Major finding: Affiliate hospitals have significantly higher mortality rates for complex cancer surgery than top-ranked hospitals.
Study details: A cross-sectional study of 29,228 patients at 59 top-ranked hospitals or 343 affiliated hospitals.
Disclosures: One author reported receiving funding from the Centers for Medicare & Medicaid Services, one reported advisory board and steering committee positions with the private medical sector, and one reported receiving nonfinancial support from private industry outside the submitted work. No other conflicts of interest were reported.
Hoag JR et al. JAMA Netw Open. 2019 Apr 12. doi: 10.1001/jamanetworkopen.2019.1912.

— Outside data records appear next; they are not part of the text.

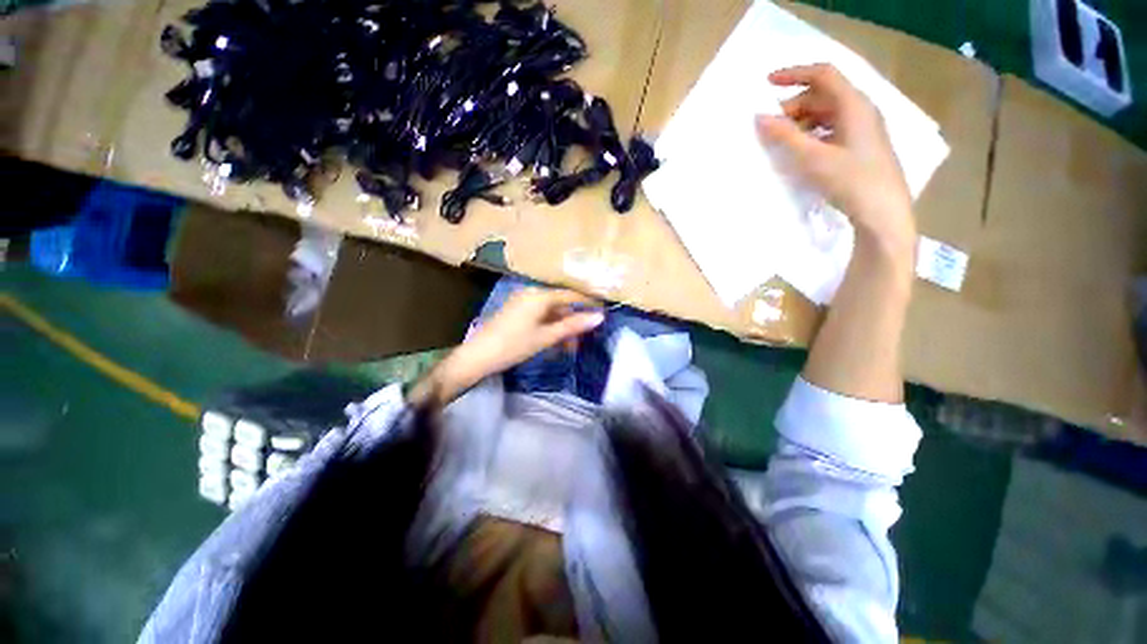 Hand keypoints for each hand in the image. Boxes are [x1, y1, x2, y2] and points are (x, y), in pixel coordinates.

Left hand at [409, 288, 603, 407]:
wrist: (477, 356)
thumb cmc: (514, 345)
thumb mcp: (546, 337)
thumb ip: (573, 326)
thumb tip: (599, 317)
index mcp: (539, 296)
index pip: (571, 295)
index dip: (588, 303)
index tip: (604, 312)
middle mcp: (531, 293)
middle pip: (561, 304)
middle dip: (573, 322)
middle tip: (582, 340)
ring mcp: (522, 302)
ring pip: (550, 313)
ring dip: (561, 328)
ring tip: (568, 348)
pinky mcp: (516, 311)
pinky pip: (539, 316)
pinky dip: (549, 328)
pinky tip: (553, 343)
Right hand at [755, 64, 914, 253]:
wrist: (883, 211)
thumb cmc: (850, 180)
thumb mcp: (813, 158)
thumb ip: (785, 136)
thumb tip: (760, 118)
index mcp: (854, 105)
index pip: (823, 75)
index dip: (794, 74)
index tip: (767, 84)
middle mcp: (861, 110)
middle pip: (823, 94)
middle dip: (794, 105)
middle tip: (770, 126)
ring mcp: (863, 128)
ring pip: (827, 112)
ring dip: (802, 120)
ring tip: (782, 140)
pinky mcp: (861, 145)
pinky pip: (832, 128)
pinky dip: (812, 133)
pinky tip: (801, 150)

Network affiliations with top-ranked hospitals could help expand access to high-quality cancer care and reduce travel times for patients who live too far away to access the top-ranked hospital itself. However, this study shows that the outcomes and quality of the flagship hospital do not necessarily translate to the affiliate hospitals in the network.
While affiliate hospitals are likely to deal with smaller numbers of complex patients and are less likely to be teaching hospitals, they do offer a way to potentially leverage their affiliation with top-ranked hospitals to improve the overall quality of care for cancer patients. The challenge is to work out how best to do this and to identify which patients are likely to do just as well at an affiliate hospital and which patients will be optimally treated at the flagship hospital.
Lesly A. Dossett, MD, MPH, is from the department of surgery at the University of Michigan, Ann Arbor. These comments are adapted from an accompanying editorial (JAMA Netw Open. 2019 Apr 12. doi:10.1001/jamanetworkopen.2019.1910). No conflicts of interest were reported.